▶ _Problem requirements_
Type out every line of the data again, exactly.
── Records for the exercise ──
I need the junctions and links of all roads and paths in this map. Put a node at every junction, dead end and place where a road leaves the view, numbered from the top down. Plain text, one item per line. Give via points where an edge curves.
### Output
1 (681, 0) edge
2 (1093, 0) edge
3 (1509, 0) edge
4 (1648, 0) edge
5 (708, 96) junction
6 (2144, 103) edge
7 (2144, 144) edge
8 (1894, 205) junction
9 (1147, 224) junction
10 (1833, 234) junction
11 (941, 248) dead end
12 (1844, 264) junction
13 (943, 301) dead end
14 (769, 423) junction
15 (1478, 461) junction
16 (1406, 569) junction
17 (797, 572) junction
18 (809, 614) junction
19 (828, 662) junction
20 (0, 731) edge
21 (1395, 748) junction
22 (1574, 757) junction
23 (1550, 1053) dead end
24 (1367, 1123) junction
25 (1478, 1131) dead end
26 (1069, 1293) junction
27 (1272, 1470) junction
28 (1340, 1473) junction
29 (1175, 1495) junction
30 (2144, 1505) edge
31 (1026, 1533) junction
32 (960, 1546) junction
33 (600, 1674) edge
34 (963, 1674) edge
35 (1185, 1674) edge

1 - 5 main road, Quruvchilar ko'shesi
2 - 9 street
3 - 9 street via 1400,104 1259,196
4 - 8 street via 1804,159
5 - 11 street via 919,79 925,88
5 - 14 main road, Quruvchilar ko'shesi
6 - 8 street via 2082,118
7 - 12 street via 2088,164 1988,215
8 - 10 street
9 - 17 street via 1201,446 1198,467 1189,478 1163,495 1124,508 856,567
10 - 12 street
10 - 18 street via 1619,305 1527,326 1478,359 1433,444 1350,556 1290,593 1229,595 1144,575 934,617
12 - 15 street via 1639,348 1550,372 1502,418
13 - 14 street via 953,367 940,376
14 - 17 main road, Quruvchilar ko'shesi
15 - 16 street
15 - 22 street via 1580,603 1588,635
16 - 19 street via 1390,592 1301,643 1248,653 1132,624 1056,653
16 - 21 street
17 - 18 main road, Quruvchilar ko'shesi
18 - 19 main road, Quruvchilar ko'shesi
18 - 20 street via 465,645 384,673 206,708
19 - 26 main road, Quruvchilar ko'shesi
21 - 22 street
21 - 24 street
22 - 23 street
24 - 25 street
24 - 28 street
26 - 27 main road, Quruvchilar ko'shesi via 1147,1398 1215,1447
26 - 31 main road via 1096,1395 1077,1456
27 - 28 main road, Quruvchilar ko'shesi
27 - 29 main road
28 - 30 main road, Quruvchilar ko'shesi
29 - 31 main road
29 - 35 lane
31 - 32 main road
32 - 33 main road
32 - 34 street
───
▶ _Answer space_
I need the junctions and links of all roads and paths in this map. Put a node at every junction, dead end and place where a road leaves the view, numbered from the top down. Plain text, one item per line. Give via points where an edge curves.
### Output
1 (681, 0) edge
2 (1093, 0) edge
3 (1509, 0) edge
4 (1648, 0) edge
5 (708, 96) junction
6 (2144, 103) edge
7 (2144, 144) edge
8 (1894, 205) junction
9 (1147, 224) junction
10 (1833, 234) junction
11 (941, 248) dead end
12 (1844, 264) junction
13 (943, 301) dead end
14 (769, 423) junction
15 (1478, 461) junction
16 (1406, 569) junction
17 (797, 572) junction
18 (809, 614) junction
19 (828, 662) junction
20 (0, 731) edge
21 (1395, 748) junction
22 (1574, 757) junction
23 (1550, 1053) dead end
24 (1367, 1123) junction
25 (1478, 1131) dead end
26 (1069, 1293) junction
27 (1272, 1470) junction
28 (1340, 1473) junction
29 (1175, 1495) junction
30 (2144, 1505) edge
31 (1026, 1533) junction
32 (960, 1546) junction
33 (600, 1674) edge
34 (963, 1674) edge
35 (1185, 1674) edge

1 - 5 main road, Quruvchilar ko'shesi
2 - 9 street
3 - 9 street via 1400,104 1259,196
4 - 8 street via 1804,159
5 - 11 street via 919,79 925,88
5 - 14 main road, Quruvchilar ko'shesi
6 - 8 street via 2082,118
7 - 12 street via 2088,164 1988,215
8 - 10 street
9 - 17 street via 1201,446 1198,467 1189,478 1163,495 1124,508 856,567
10 - 12 street
10 - 18 street via 1619,305 1527,326 1478,359 1433,444 1350,556 1290,593 1229,595 1144,575 934,617
12 - 15 street via 1639,348 1550,372 1502,418
13 - 14 street via 953,367 940,376
14 - 17 main road, Quruvchilar ko'shesi
15 - 16 street
15 - 22 street via 1580,603 1588,635
16 - 19 street via 1390,592 1301,643 1248,653 1132,624 1056,653
16 - 21 street
17 - 18 main road, Quruvchilar ko'shesi
18 - 19 main road, Quruvchilar ko'shesi
18 - 20 street via 465,645 384,673 206,708
19 - 26 main road, Quruvchilar ko'shesi
21 - 22 street
21 - 24 street
22 - 23 street
24 - 25 street
24 - 28 street
26 - 27 main road, Quruvchilar ko'shesi via 1147,1398 1215,1447
26 - 31 main road via 1096,1395 1077,1456
27 - 28 main road, Quruvchilar ko'shesi
27 - 29 main road
28 - 30 main road, Quruvchilar ko'shesi
29 - 31 main road
29 - 35 lane
31 - 32 main road
32 - 33 main road
32 - 34 street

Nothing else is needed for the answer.